# [Input for this task]
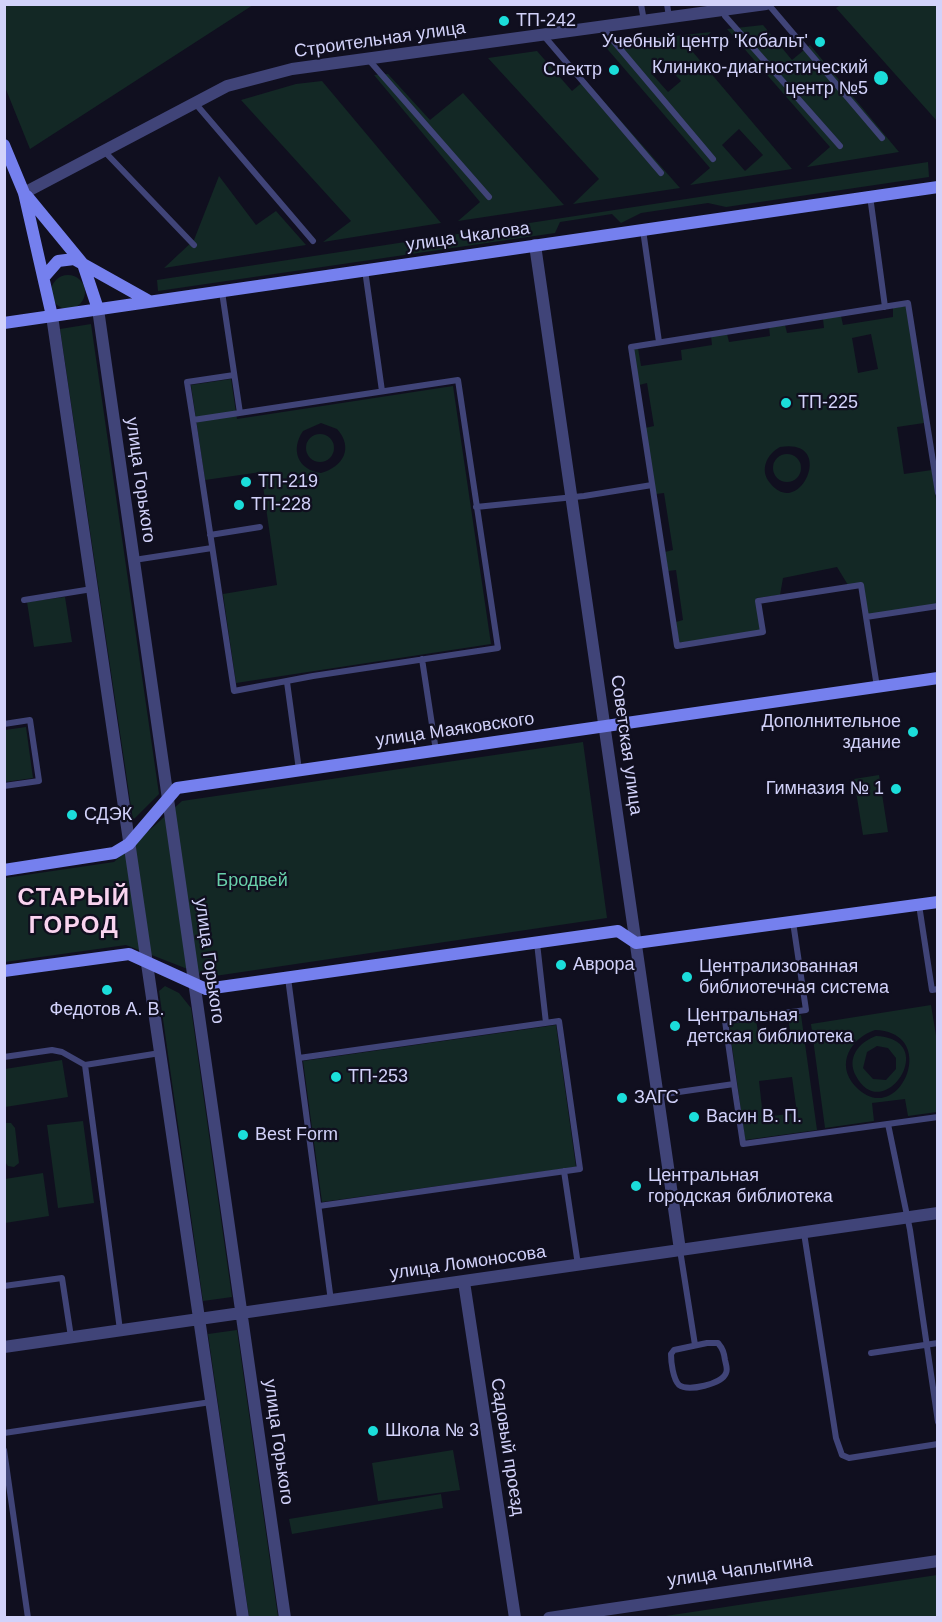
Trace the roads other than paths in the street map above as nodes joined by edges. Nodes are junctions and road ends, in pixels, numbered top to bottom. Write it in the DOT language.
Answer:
graph roads {
  1 [pos="641,4"];
  2 [pos="667,4"];
  3 [pos="767,4"];
  4 [pos="723,10"];
  5 [pos="669,18"];
  6 [pos="644,21"];
  7 [pos="605,27"];
  8 [pos="544,35"];
  9 [pos="368,59"];
  10 [pos="195,103"];
  11 [pos="882,138"];
  12 [pos="4,145"];
  13 [pos="840,146"];
  14 [pos="104,151"];
  15 [pos="713,159"];
  16 [pos="661,173"];
  17 [pos="938,187"];
  18 [pos="24,193"];
  19 [pos="870,196"];
  20 [pos="489,197"];
  21 [pos="643,230"];
  22 [pos="313,241"];
  23 [pos="194,245"];
  24 [pos="535,245"];
  25 [pos="84,264"];
  26 [pos="365,270"];
  27 [pos="44,277"];
  28 [pos="222,291"];
  29 [pos="149,302"];
  30 [pos="885,307"];
  31 [pos="98,309"];
  32 [pos="52,316"];
  33 [pos="4,323"];
  34 [pos="659,342"];
  35 [pos="234,375"];
  36 [pos="382,391"];
  37 [pos="240,413"];
  38 [pos="193,420"];
  39 [pos="934,447"];
  40 [pos="652,485"];
  41 [pos="938,492"];
  42 [pos="572,497"];
  43 [pos="476,507"];
  44 [pos="260,527"];
  45 [pos="210,534"];
  46 [pos="212,548"];
  47 [pos="134,560"];
  48 [pos="92,589"];
  49 [pos="24,600"];
  50 [pos="938,606"];
  51 [pos="866,617"];
  52 [pos="422,659"];
  53 [pos="938,678"];
  54 [pos="287,682"];
  55 [pos="877,687"];
  56 [pos="4,724"];
  57 [pos="605,726"];
  58 [pos="436,751"];
  59 [pos="299,771"];
  60 [pos="4,786"];
  61 [pos="168,801"];
  62 [pos="129,844"];
  63 [pos="4,870"];
  64 [pos="938,902"];
  65 [pos="919,904"];
  66 [pos="793,922"];
  67 [pos="537,943"];
  68 [pos="636,943"];
  69 [pos="146,960"];
  70 [pos="4,971"];
  71 [pos="288,978"];
  72 [pos="194,982"];
  73 [pos="938,989"];
  74 [pos="546,1023"];
  75 [pos="160,1053"];
  76 [pos="4,1057"];
  77 [pos="299,1058"];
  78 [pos="85,1065"];
  79 [pos="735,1084"];
  80 [pos="658,1095"];
  81 [pos="938,1117"];
  82 [pos="888,1124"];
  83 [pos="564,1172"];
  84 [pos="319,1206"];
  85 [pos="938,1213"];
  86 [pos="907,1218"];
  87 [pos="804,1233"];
  88 [pos="680,1250"];
  89 [pos="578,1265"];
  90 [pos="464,1282"];
  91 [pos="4,1286"];
  92 [pos="331,1301"];
  93 [pos="241,1312"];
  94 [pos="199,1318"];
  95 [pos="120,1330"];
  96 [pos="71,1337"];
  97 [pos="938,1343"];
  98 [pos="695,1345"];
  99 [pos="926,1345"];
  100 [pos="4,1347"];
  101 [pos="871,1353"];
  102 [pos="211,1402"];
  103 [pos="938,1422"];
  104 [pos="4,1433"];
  105 [pos="938,1444"];
  106 [pos="4,1450"];
  107 [pos="938,1561"];
  108 [pos="28,1617"];
  109 [pos="243,1617"];
  110 [pos="285,1617"];
  111 [pos="515,1617"];
  112 [pos="549,1617"];
  1 -- 6 [label="lane"];
  2 -- 5 [label="lane"];
  3 -- 4 [label="street, Строительная улица"];
  3 -- 11 [label="lane"];
  4 -- 5 [label="street, Строительная улица"];
  4 -- 13 [label="lane"];
  5 -- 6 [label="street, Строительная улица"];
  6 -- 7 [label="street, Строительная улица"];
  7 -- 8 [label="street, Строительная улица"];
  7 -- 15 [label="lane"];
  8 -- 9 [label="street, Строительная улица"];
  8 -- 16 [label="lane"];
  9 -- 10 [label="street, Строительная улица"];
  9 -- 20 [label="lane"];
  10 -- 14 [label="street, Строительная улица"];
  10 -- 22 [label="lane"];
  12 -- 18 [label="street"];
  14 -- 18 [label="street, Строительная улица"];
  14 -- 23 [label="lane"];
  17 -- 19 [label="street, улица Чкалова"];
  18 -- 25 [label="street"];
  18 -- 27 [label="street"];
  19 -- 21 [label="street, улица Чкалова"];
  19 -- 30 [label="lane"];
  21 -- 24 [label="street, улица Чкалова"];
  21 -- 34 [label="lane"];
  24 -- 26 [label="street, улица Чкалова"];
  24 -- 42 [label="street, Советская улица"];
  25 -- 27 [label="street"];
  25 -- 29 [label="street"];
  25 -- 31 [label="street"];
  26 -- 28 [label="street, улица Чкалова"];
  26 -- 36 [label="lane"];
  27 -- 32 [label="street"];
  28 -- 29 [label="street, улица Чкалова"];
  28 -- 35 [label="lane"];
  29 -- 31 [label="street, улица Чкалова"];
  30 -- 34 [label="lane"];
  30 -- 39 [label="lane"];
  31 -- 32 [label="street, улица Чкалова"];
  31 -- 47 [label="street, улица Горького"];
  32 -- 33 [label="street, улица Чкалова"];
  32 -- 48 [label="street"];
  34 -- 40 [label="lane"];
  35 -- 37 [label="lane"];
  35 -- 38 [label="lane"];
  36 -- 37 [label="lane"];
  36 -- 43 [label="lane"];
  37 -- 38 [label="lane"];
  38 -- 45 [label="lane"];
  39 -- 41 [label="lane"];
  40 -- 42 [label="lane"];
  40 -- 51 [label="lane"];
  42 -- 43 [label="lane"];
  42 -- 57 [label="street, Советская улица"];
  43 -- 52 [label="lane"];
  44 -- 45 [label="lane"];
  45 -- 46 [label="lane"];
  46 -- 47 [label="lane"];
  46 -- 54 [label="lane"];
  47 -- 61 [label="street, улица Горького"];
  48 -- 49 [label="lane"];
  48 -- 62 [label="street"];
  50 -- 51 [label="lane"];
  51 -- 55 [label="lane"];
  52 -- 54 [label="lane"];
  52 -- 58 [label="lane"];
  53 -- 55 [label="street, улица Маяковского"];
  54 -- 59 [label="lane"];
  55 -- 57 [label="street, улица Маяковского"];
  56 -- 60 [label="lane"];
  57 -- 58 [label="street, улица Маяковского"];
  57 -- 68 [label="street, Советская улица"];
  58 -- 59 [label="street, улица Маяковского"];
  59 -- 61 [label="street, улица Маяковского"];
  61 -- 62 [label="street, улица Маяковского"];
  61 -- 72 [label="street, улица Горького"];
  62 -- 63 [label="street, улица Маяковского"];
  62 -- 69 [label="street"];
  64 -- 65 [label="street"];
  65 -- 66 [label="street"];
  65 -- 73 [label="lane"];
  66 -- 68 [label="street"];
  66 -- 79 [label="lane"];
  67 -- 68 [label="street"];
  67 -- 71 [label="street"];
  67 -- 74 [label="lane"];
  68 -- 80 [label="street, Советская улица"];
  69 -- 70 [label="street"];
  69 -- 72 [label="street"];
  69 -- 75 [label="street"];
  71 -- 72 [label="street"];
  71 -- 77 [label="lane"];
  72 -- 93 [label="street, улица Горького"];
  74 -- 77 [label="lane"];
  74 -- 83 [label="lane"];
  75 -- 78 [label="lane"];
  75 -- 94 [label="street"];
  76 -- 78 [label="lane"];
  77 -- 84 [label="lane"];
  78 -- 95 [label="lane"];
  79 -- 80 [label="lane"];
  79 -- 82 [label="lane"];
  80 -- 88 [label="street, Советская улица"];
  81 -- 82 [label="lane"];
  82 -- 86 [label="lane"];
  83 -- 84 [label="lane"];
  83 -- 89 [label="lane"];
  84 -- 92 [label="lane"];
  85 -- 86 [label="street, улица Ломоносова"];
  86 -- 87 [label="street, улица Ломоносова"];
  86 -- 99 [label="lane"];
  87 -- 88 [label="street, улица Ломоносова"];
  87 -- 105 [label="lane"];
  88 -- 89 [label="street, улица Ломоносова"];
  88 -- 98 [label="lane"];
  89 -- 90 [label="street, улица Ломоносова"];
  90 -- 92 [label="street, улица Ломоносова"];
  90 -- 111 [label="street, Садовый проезд"];
  91 -- 96 [label="lane"];
  92 -- 93 [label="street, улица Ломоносова"];
  93 -- 94 [label="street, улица Ломоносова"];
  93 -- 110 [label="street, улица Горького"];
  94 -- 95 [label="street, улица Ломоносова"];
  94 -- 102 [label="street"];
  95 -- 96 [label="street, улица Ломоносова"];
  96 -- 100 [label="street, улица Ломоносова"];
  97 -- 99 [label="lane"];
  98 -- 98 [label="lane"];
  99 -- 101 [label="lane"];
  99 -- 103 [label="lane"];
  102 -- 104 [label="lane"];
  102 -- 109 [label="street"];
  106 -- 108 [label="lane"];
  107 -- 112 [label="street, улица Чаплыгина"];
}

# [Task item]
From the entries above, copy every line that holds the word "Маяковского".

# [Solved exercise]
  53 -- 55 [label="street, улица Маяковского"];
  55 -- 57 [label="street, улица Маяковского"];
  57 -- 58 [label="street, улица Маяковского"];
  58 -- 59 [label="street, улица Маяковского"];
  59 -- 61 [label="street, улица Маяковского"];
  61 -- 62 [label="street, улица Маяковского"];
  62 -- 63 [label="street, улица Маяковского"];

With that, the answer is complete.